§ **INSTRUCTIONS FOR THE TASK**
Output each record below exactly, leaving any picture out of the copy.

§ **INFORMATION GIVEN**
■ ■ ■ ■

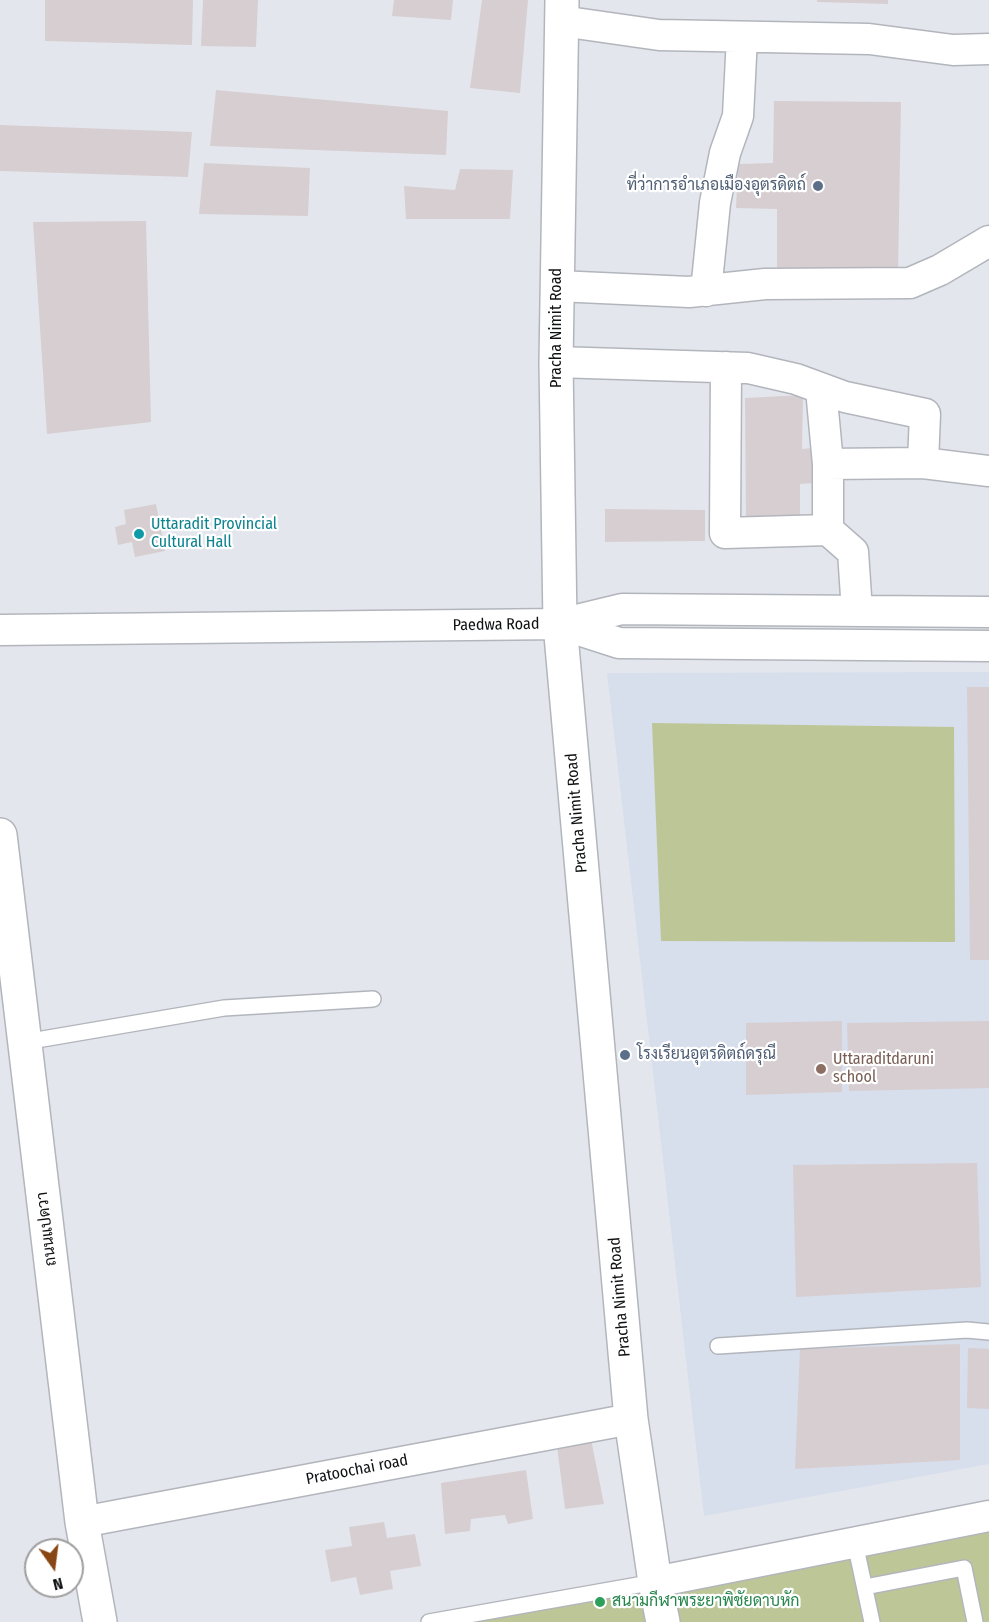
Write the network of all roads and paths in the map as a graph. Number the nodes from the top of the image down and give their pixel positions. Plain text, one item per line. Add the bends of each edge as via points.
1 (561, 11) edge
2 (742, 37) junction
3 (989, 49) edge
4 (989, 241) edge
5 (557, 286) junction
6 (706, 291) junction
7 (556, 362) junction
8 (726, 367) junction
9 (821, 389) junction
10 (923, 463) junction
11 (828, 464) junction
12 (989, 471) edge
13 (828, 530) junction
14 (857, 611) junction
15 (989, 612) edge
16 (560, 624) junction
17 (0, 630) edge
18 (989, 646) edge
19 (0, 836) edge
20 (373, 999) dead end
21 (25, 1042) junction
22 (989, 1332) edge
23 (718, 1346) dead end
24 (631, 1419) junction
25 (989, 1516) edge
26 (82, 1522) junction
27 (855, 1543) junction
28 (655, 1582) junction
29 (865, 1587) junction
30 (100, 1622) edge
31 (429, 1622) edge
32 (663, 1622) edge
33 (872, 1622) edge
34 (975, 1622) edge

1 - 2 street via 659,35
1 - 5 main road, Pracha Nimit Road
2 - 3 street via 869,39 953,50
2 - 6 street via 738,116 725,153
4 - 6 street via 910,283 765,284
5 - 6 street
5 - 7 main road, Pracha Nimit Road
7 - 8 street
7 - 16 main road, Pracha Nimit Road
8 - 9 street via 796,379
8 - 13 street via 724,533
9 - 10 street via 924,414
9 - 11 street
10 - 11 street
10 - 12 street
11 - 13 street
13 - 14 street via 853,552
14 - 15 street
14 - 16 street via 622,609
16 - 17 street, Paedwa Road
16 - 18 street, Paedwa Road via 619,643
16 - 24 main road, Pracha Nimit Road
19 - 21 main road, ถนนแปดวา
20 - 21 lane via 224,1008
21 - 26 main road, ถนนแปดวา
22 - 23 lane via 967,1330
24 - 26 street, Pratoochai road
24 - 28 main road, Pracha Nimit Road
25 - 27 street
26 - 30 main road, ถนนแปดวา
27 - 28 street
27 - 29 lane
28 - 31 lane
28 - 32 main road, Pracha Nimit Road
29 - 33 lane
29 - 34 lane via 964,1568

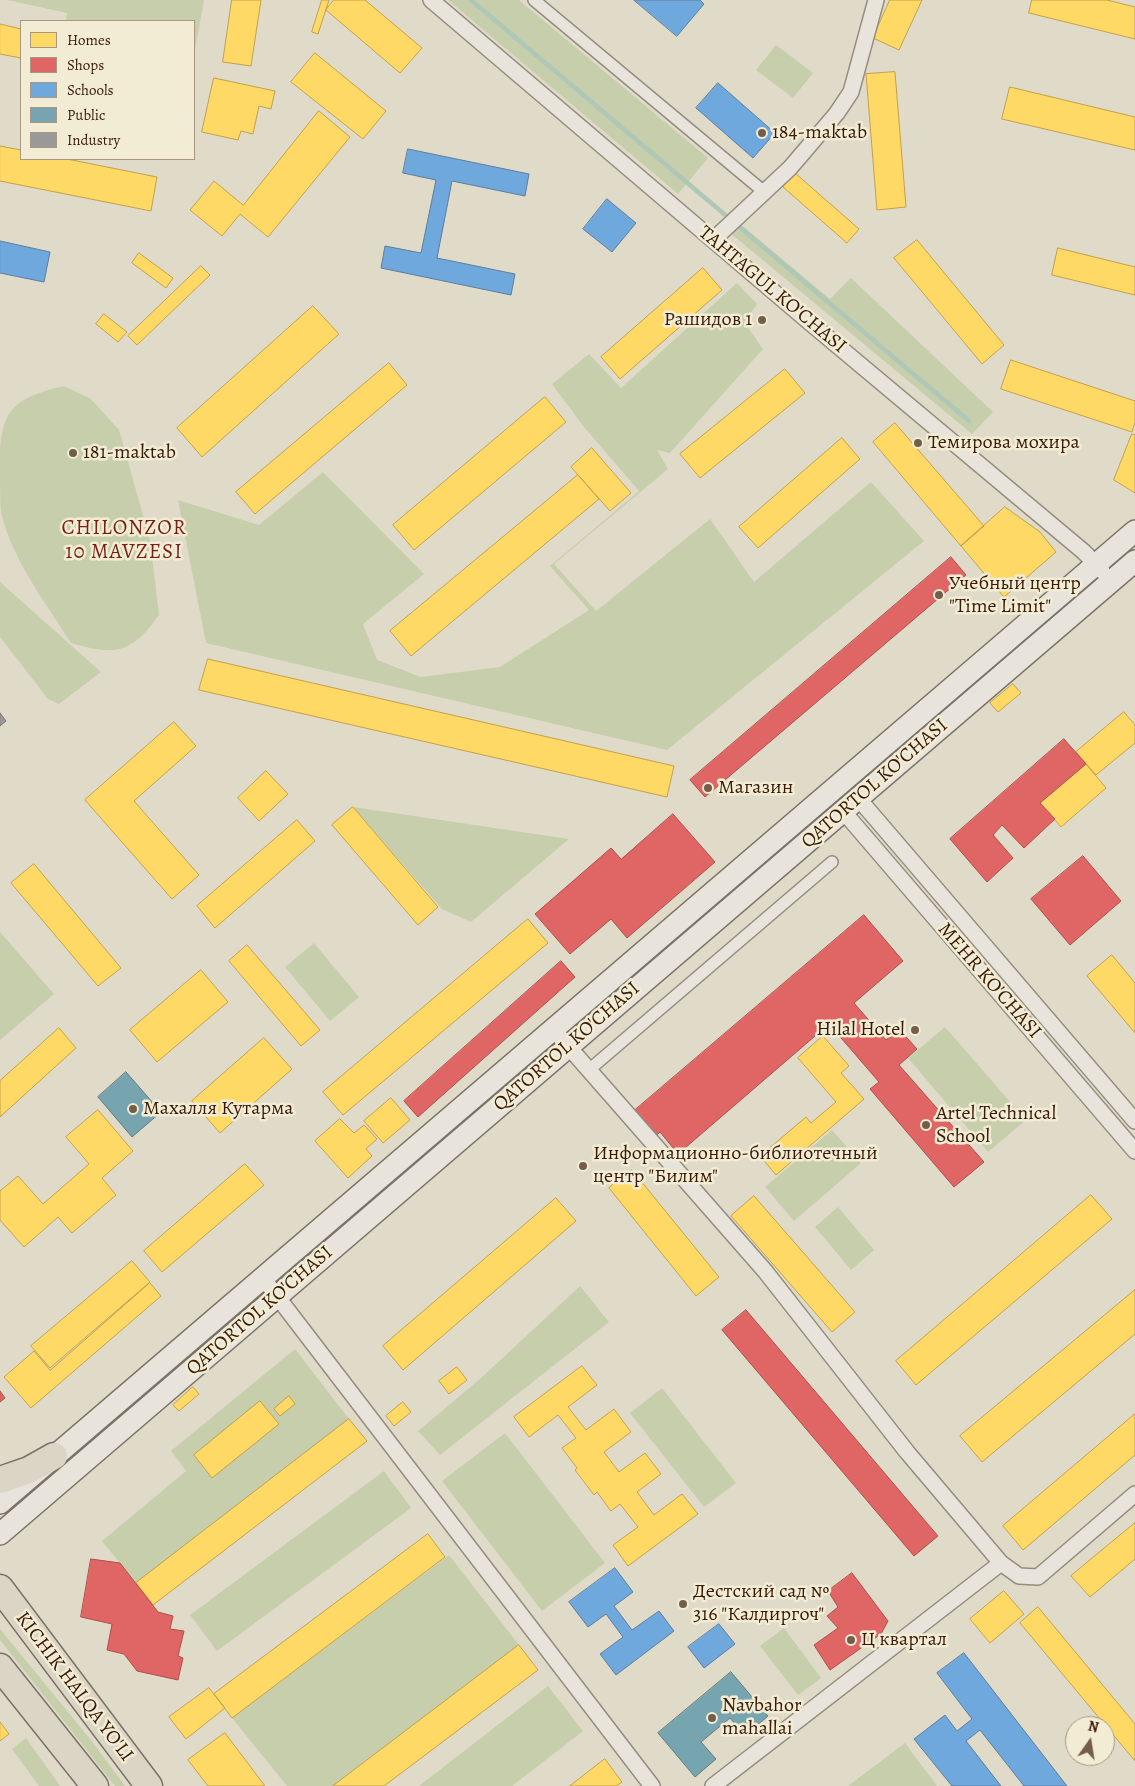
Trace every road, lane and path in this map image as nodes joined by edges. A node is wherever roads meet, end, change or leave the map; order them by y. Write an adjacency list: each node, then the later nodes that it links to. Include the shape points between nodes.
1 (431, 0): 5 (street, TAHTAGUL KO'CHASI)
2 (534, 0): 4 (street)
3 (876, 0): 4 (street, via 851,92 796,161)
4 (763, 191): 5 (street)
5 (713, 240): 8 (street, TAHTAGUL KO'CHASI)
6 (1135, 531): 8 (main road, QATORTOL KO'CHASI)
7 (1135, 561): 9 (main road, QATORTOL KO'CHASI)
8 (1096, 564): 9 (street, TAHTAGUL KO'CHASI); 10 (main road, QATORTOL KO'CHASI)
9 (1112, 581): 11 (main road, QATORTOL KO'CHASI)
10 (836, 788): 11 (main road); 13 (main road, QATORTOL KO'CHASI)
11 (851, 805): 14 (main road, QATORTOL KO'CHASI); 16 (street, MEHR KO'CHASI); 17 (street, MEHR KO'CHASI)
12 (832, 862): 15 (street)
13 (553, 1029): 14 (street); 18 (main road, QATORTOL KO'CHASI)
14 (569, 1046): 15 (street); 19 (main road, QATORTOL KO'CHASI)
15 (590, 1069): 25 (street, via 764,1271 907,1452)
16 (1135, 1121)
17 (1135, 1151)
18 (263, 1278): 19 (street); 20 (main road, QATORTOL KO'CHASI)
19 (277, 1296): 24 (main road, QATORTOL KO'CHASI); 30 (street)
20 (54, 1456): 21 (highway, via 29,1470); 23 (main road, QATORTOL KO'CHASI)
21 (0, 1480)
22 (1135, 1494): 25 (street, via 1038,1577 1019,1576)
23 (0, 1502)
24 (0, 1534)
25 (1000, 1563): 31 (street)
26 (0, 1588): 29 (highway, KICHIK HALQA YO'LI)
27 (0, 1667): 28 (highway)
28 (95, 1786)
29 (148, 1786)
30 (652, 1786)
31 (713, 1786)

■ ■ ■ ■

§ **EXERCISE ANSWER**
Write the network of all roads and paths in the map as a graph. Number the nodes from the top of the image down and give their pixel positions. Plain text, one item per line. Add the bends of each edge as via points.
1 (561, 11) edge
2 (742, 37) junction
3 (989, 49) edge
4 (989, 241) edge
5 (557, 286) junction
6 (706, 291) junction
7 (556, 362) junction
8 (726, 367) junction
9 (821, 389) junction
10 (923, 463) junction
11 (828, 464) junction
12 (989, 471) edge
13 (828, 530) junction
14 (857, 611) junction
15 (989, 612) edge
16 (560, 624) junction
17 (0, 630) edge
18 (989, 646) edge
19 (0, 836) edge
20 (373, 999) dead end
21 (25, 1042) junction
22 (989, 1332) edge
23 (718, 1346) dead end
24 (631, 1419) junction
25 (989, 1516) edge
26 (82, 1522) junction
27 (855, 1543) junction
28 (655, 1582) junction
29 (865, 1587) junction
30 (100, 1622) edge
31 (429, 1622) edge
32 (663, 1622) edge
33 (872, 1622) edge
34 (975, 1622) edge

1 - 2 street via 659,35
1 - 5 main road, Pracha Nimit Road
2 - 3 street via 869,39 953,50
2 - 6 street via 738,116 725,153
4 - 6 street via 910,283 765,284
5 - 6 street
5 - 7 main road, Pracha Nimit Road
7 - 8 street
7 - 16 main road, Pracha Nimit Road
8 - 9 street via 796,379
8 - 13 street via 724,533
9 - 10 street via 924,414
9 - 11 street
10 - 11 street
10 - 12 street
11 - 13 street
13 - 14 street via 853,552
14 - 15 street
14 - 16 street via 622,609
16 - 17 street, Paedwa Road
16 - 18 street, Paedwa Road via 619,643
16 - 24 main road, Pracha Nimit Road
19 - 21 main road, ถนนแปดวา
20 - 21 lane via 224,1008
21 - 26 main road, ถนนแปดวา
22 - 23 lane via 967,1330
24 - 26 street, Pratoochai road
24 - 28 main road, Pracha Nimit Road
25 - 27 street
26 - 30 main road, ถนนแปดวา
27 - 28 street
27 - 29 lane
28 - 31 lane
28 - 32 main road, Pracha Nimit Road
29 - 33 lane
29 - 34 lane via 964,1568

Trace every road, lane and path in this map image as nodes joined by edges. A node is wherever roads meet, end, change or leave the map; order them by y. Write an adjacency list: each node, then the later nodes that it links to. Include the shape points between nodes.
1 (431, 0): 5 (street, TAHTAGUL KO'CHASI)
2 (534, 0): 4 (street)
3 (876, 0): 4 (street, via 851,92 796,161)
4 (763, 191): 5 (street)
5 (713, 240): 8 (street, TAHTAGUL KO'CHASI)
6 (1135, 531): 8 (main road, QATORTOL KO'CHASI)
7 (1135, 561): 9 (main road, QATORTOL KO'CHASI)
8 (1096, 564): 9 (street, TAHTAGUL KO'CHASI); 10 (main road, QATORTOL KO'CHASI)
9 (1112, 581): 11 (main road, QATORTOL KO'CHASI)
10 (836, 788): 11 (main road); 13 (main road, QATORTOL KO'CHASI)
11 (851, 805): 14 (main road, QATORTOL KO'CHASI); 16 (street, MEHR KO'CHASI); 17 (street, MEHR KO'CHASI)
12 (832, 862): 15 (street)
13 (553, 1029): 14 (street); 18 (main road, QATORTOL KO'CHASI)
14 (569, 1046): 15 (street); 19 (main road, QATORTOL KO'CHASI)
15 (590, 1069): 25 (street, via 764,1271 907,1452)
16 (1135, 1121)
17 (1135, 1151)
18 (263, 1278): 19 (street); 20 (main road, QATORTOL KO'CHASI)
19 (277, 1296): 24 (main road, QATORTOL KO'CHASI); 30 (street)
20 (54, 1456): 21 (highway, via 29,1470); 23 (main road, QATORTOL KO'CHASI)
21 (0, 1480)
22 (1135, 1494): 25 (street, via 1038,1577 1019,1576)
23 (0, 1502)
24 (0, 1534)
25 (1000, 1563): 31 (street)
26 (0, 1588): 29 (highway, KICHIK HALQA YO'LI)
27 (0, 1667): 28 (highway)
28 (95, 1786)
29 (148, 1786)
30 (652, 1786)
31 (713, 1786)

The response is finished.